Уставший от цивилизации парижанин Пьер Шамберлан ищет для путешествия какого-нибудь спутника, им становится молодая девушка Анна де Сов, и они пускаются на яхте в плавание через Тихий океан. После шторма попадают на остров Эстетов в изолированное общество; любой художник, здесь поселившийся, получает статус «эстета». Трудолюбивые и оттого богатые туземные «беоты» охотно их содержат. Искусство превращено в религию, художники – в её проповедников. Эстетам запрещена любая работа, кроме творчества, эмоции они изучают в специальном «Психариуме», то есть в «Саду человеческих душ», куда отправляют Пьера и Анну и где их посещают местные писатели-эстеты. Пьер начинает писать стихи. Молодой поэт Снэйк, познакомившись с очаровательной Анной, влюбляется в неё и переживает стресс, впервые получив отказ в ответ на любовные притязания: «он бредит, начиная с прошлой ночи, говоря, что каждый художник – лжец (мистификатор), что один час настоящей любви ценнее, чем все книги мира… короче, он действительно сошёл с ума». Осознавая опасность этого бреда для островитян, эстеты отпускают желающих покинуть праздную жизнь на острове Анну и Пьера, полюбивших друг друга.
Книга начинается бело-голубым открыточным изображением этих молодых людей (в сентиментальном окружении рамки из бело-розовых цветов), стоящих полуобнажёнными на раковине, как боттичеллевская Венера, родившаяся из морской пены. Интонация задана.
«Злобные волны с пенистыми верхушками торопливо неравномерно ударялись о форштевень "Аллена". Затем поднялся ветер, быстро свежевший, и очень низко на горизонте образовалась большая полоса чёрных, как чернила, туч… Тучи нависли так низко и были такими густыми, что, хотя уже рассвело, нельзя было ничего различить на расстоянии тридцати метров. Волны были ужасающей высоты. Наш бушприт был сломан». Картина морской бури, нарисованная рукой писателя, ведущего повествование от лица любителя морских странствий. Алексеев погружается в воспоминания. Всего шесть лет назад снят костюм гардемарина. Его морской пейзаж пропитан дыханием волн. Маленькое парусное судёнышко – чёрным силуэтом – мечущееся между двумя безднами, данными беспокойными светящимися брызгами и высокими лохматыми пенистыми волнами. Таинственна игра оттенков акватинты.

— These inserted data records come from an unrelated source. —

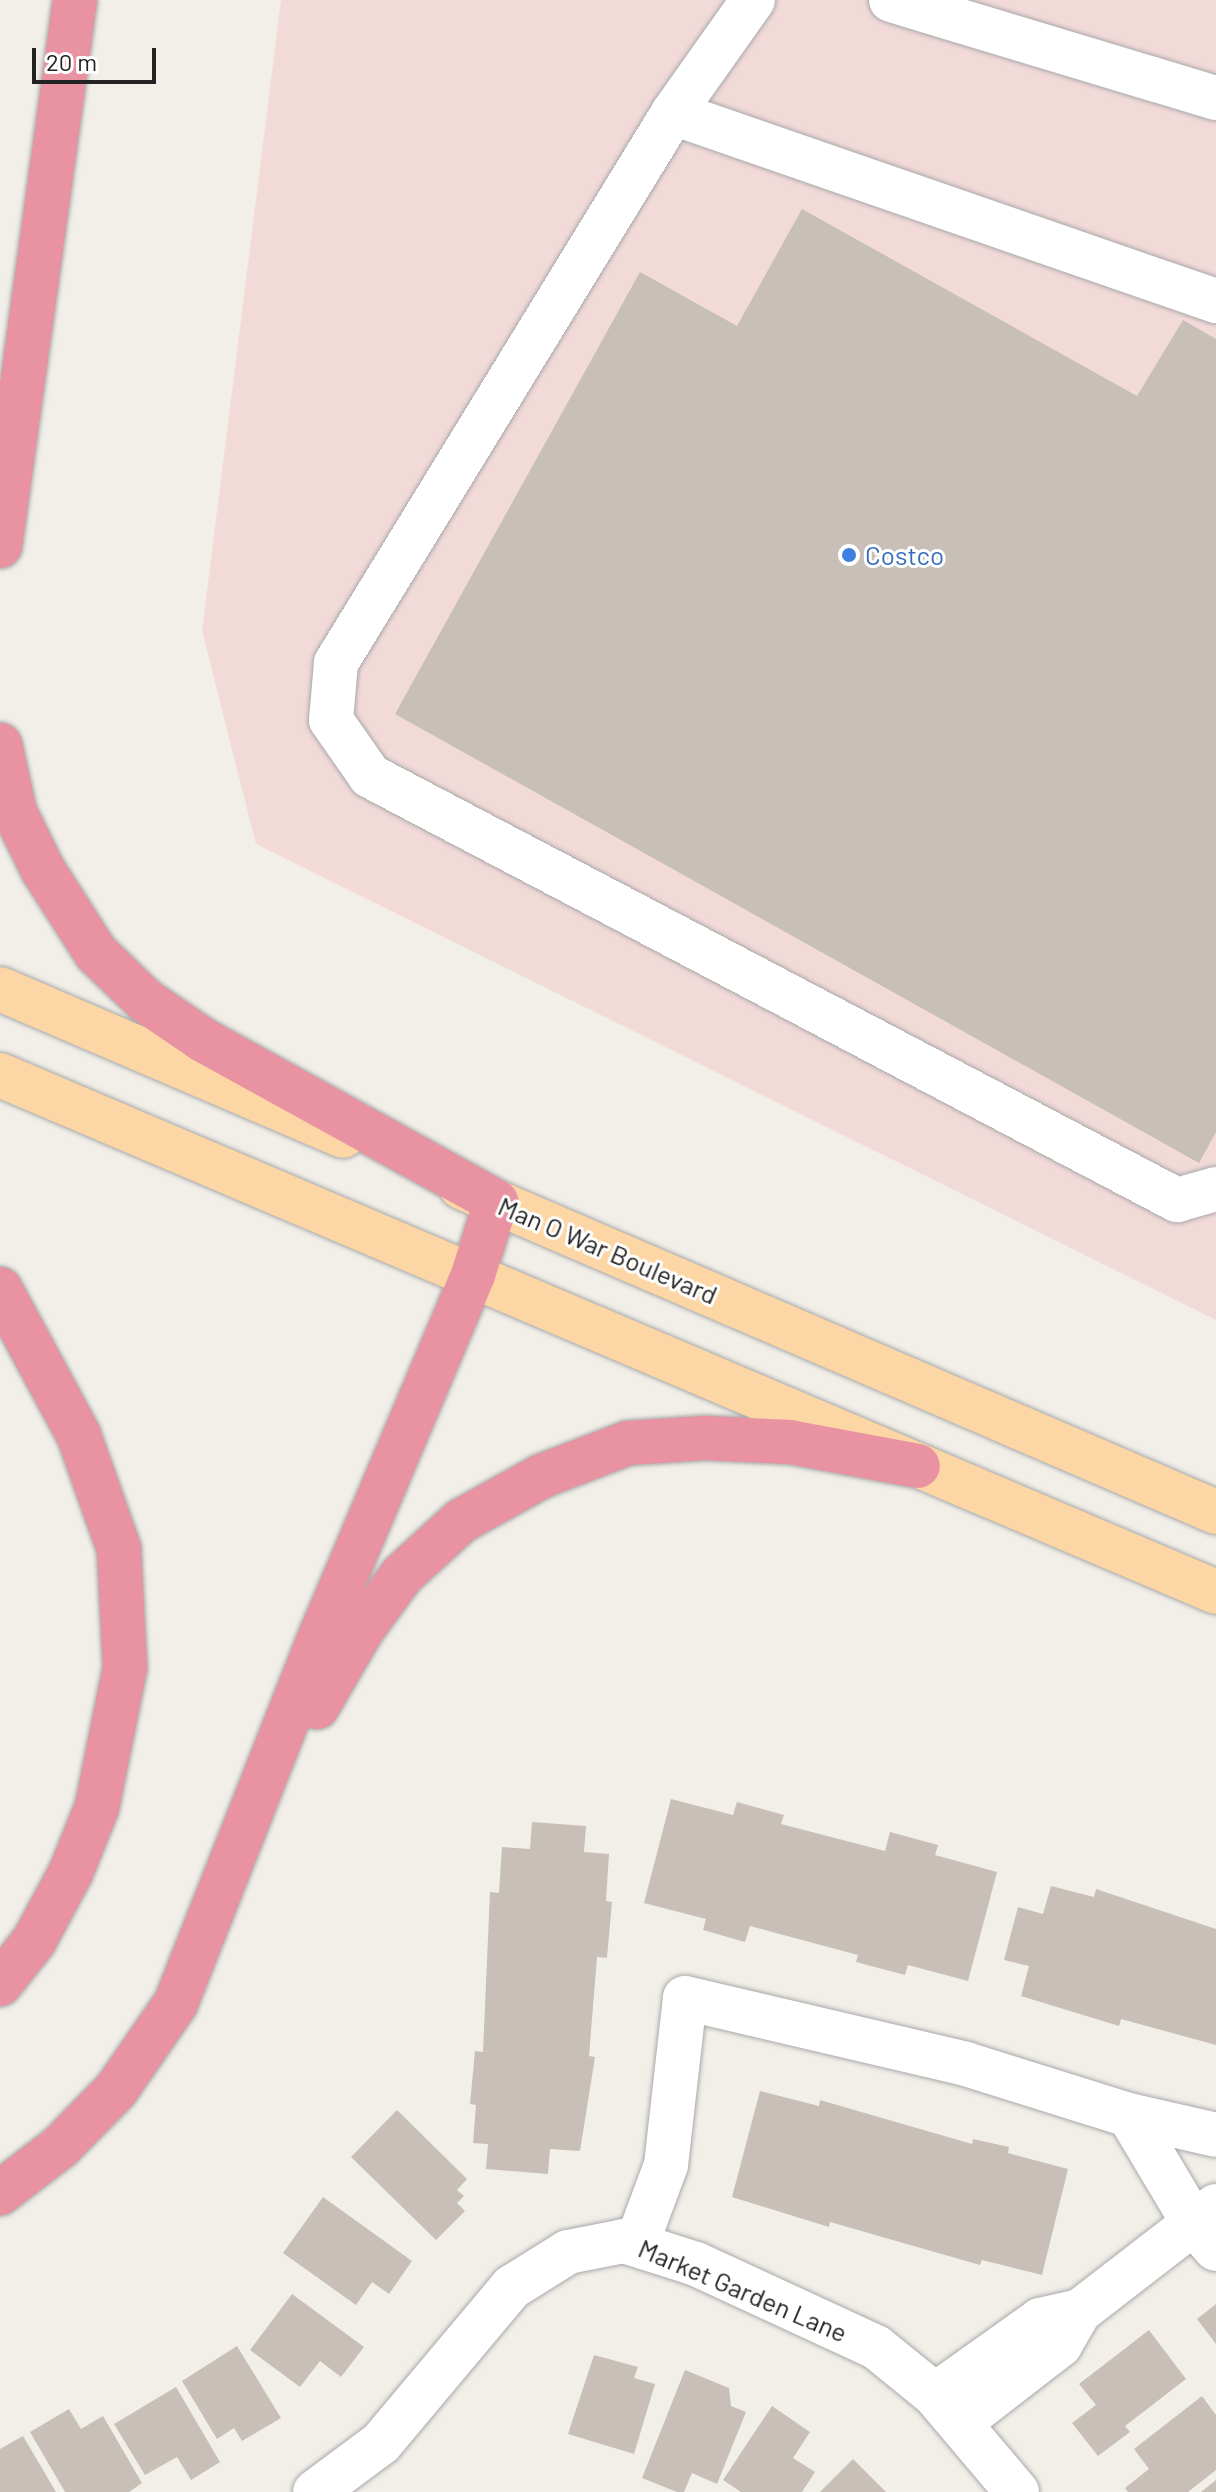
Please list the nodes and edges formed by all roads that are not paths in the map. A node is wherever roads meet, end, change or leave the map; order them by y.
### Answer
1 (75, 0) edge
2 (753, 0) edge
3 (891, 0) edge
4 (1216, 98) edge
5 (673, 113) junction
6 (1216, 301) edge
7 (0, 546) edge
8 (0, 745) edge
9 (0, 989) edge
10 (0, 1075) edge
11 (1214, 1183) edge
12 (496, 1202) junction
13 (473, 1275) junction
14 (0, 1289) edge
15 (918, 1466) junction
16 (1216, 1512) edge
17 (1216, 1592) edge
18 (246, 1830) junction
19 (0, 1984) edge
20 (1129, 2115) junction
21 (1216, 2135) edge
22 (0, 2193) edge
23 (1209, 2226) edge
24 (637, 2243) junction
25 (947, 2409) junction
26 (315, 2492) edge
27 (1017, 2492) edge

1 - 7 highway
2 - 5 street
3 - 4 street
5 - 6 street
5 - 11 street
8 - 12 highway
9 - 12 main road, Man O War Boulevard
10 - 13 main road
12 - 13 highway
12 - 16 main road, Man O War Boulevard
13 - 15 main road
13 - 18 highway
14 - 19 highway
15 - 17 main road
15 - 18 highway
18 - 22 highway
20 - 21 street
20 - 23 street
20 - 24 street
23 - 25 street
24 - 25 street, Market Garden Lane
24 - 26 street, Market Garden Lane
25 - 27 street, Market Garden Lane

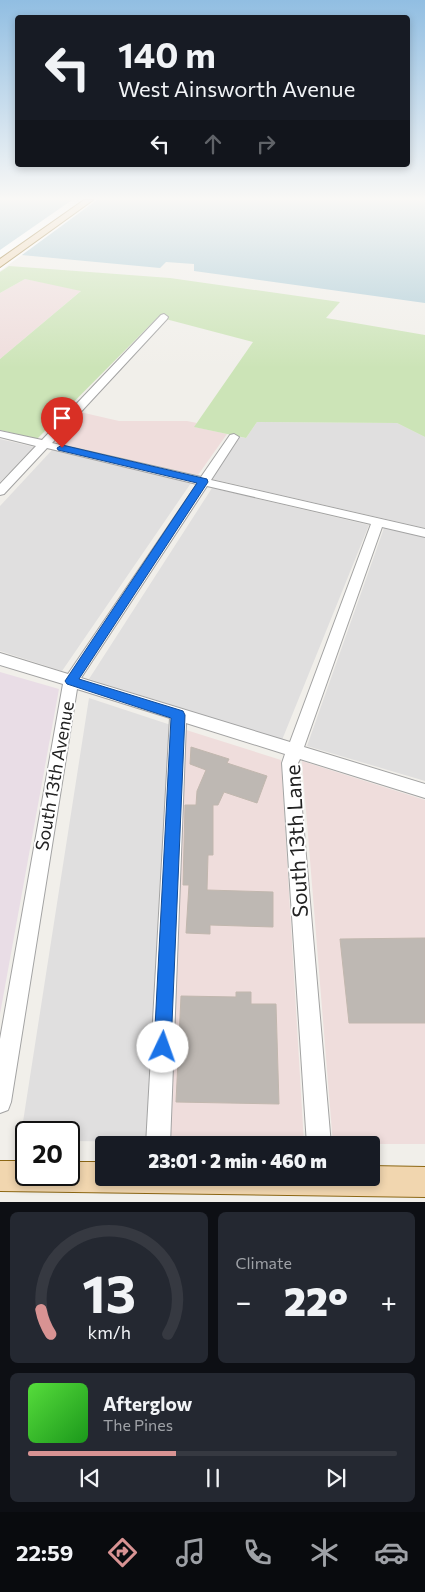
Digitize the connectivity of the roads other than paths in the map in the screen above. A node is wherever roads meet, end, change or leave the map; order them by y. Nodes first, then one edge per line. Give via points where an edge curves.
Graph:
1 (11, 256) edge
2 (0, 264) edge
3 (164, 318) dead end
4 (0, 434) edge
5 (234, 436) dead end
6 (44, 444) junction
7 (203, 482) junction
8 (0, 491) edge
9 (378, 522) junction
10 (425, 533) edge
11 (0, 659) edge
12 (71, 681) junction
13 (178, 715) junction
14 (294, 750) junction
15 (425, 791) edge
16 (0, 1102) edge
17 (158, 1136) edge
18 (318, 1136) edge
19 (0, 1176) edge
20 (95, 1177) edge
21 (380, 1181) edge
22 (425, 1182) edge

1 - 2 main road
3 - 6 street
4 - 6 street
5 - 7 street, South 13th Avenue
6 - 7 street
6 - 8 street
7 - 9 street
7 - 12 street, South 13th Avenue
9 - 10 street
9 - 14 street, South 13th Lane
11 - 12 street
12 - 13 street
12 - 16 street, South 13th Avenue
13 - 14 street
13 - 17 street
14 - 15 street
14 - 18 street, South 13th Lane via 290,763
19 - 20 main road
21 - 22 main road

Почти двухлетнее мыканье по экзотическим приморским странам на торговом судне, собственные вылазки во время недолгих стоянок на острова, не тронутые цивилизацией, неожиданным образом отозвались в этой работе. В иллюстрациях появляются сценки, отсутствующие у писателя: Анна со Снэйком среди экзотических деревьев в окружении обезьян в духе наивных полотен Анри Руссо. Снэйк, сидящий за обеденным столом, равнодушно тыкающий вилкой в омара, выделенного цветом, как и вино в бокале, и смотрящий в никуда. Сохранилась неопубликованная акватинта: изображение двух эстетов за столом, полном яств. Один из них пытается наколоть на вилку порхающую бабочку – символ души. Художник, как и писатель, глубоко ощущал извечное противостояние плотского, обывательского, бытового – и духовного, творческого, очерченного хрупкой, тревожной линией. Силуэт худощавого поэта с угловатыми плечами даётся по контрасту с утяжелёнными плотным синим цветом фигур, толпящихся вокруг тупоголовых беотов. И музыкальный образ острова с восхитительной игрой мерцающего света и неожиданных архитектурных форм.
И вновь морской пейзаж как финальное прощание: «Взошла луна и разбудила серебристые облака. Под кормой "Аллена" с нежным шумом плескались мелкие волны». Тот же небольшой корабль крупным чёрным силуэтом, под парусом, упирающимся в небо. И мелкие волны. И фигурки Анны и Пьера, сидящих, обнявшись, на корме. Тревожное небо и очертания навсегда покинутого острова там, вдали. А здесь – поэзия любви. И вот «странное», но вряд ли случайное сближение. Мотив чёрного паруса в открытом море спустя десятилетия возникнет у упомянутого нами Анатолия Зверева, по-своему вспомнившего о маленьком морском этюде Лермонтова, назвав свою живописную композицию «Чернеет парус одинокий».
Роман Моруа вышел из печати 17 ноября. Тираж 365 экземпляров. Это была по счёту пятая книга Алексеева, изданная в первый год его насыщенной профессиональной деятельности. Сменяя ксилографию на офорт, акватинту и литографию, он совершал чудеса. Наступал 1928 год.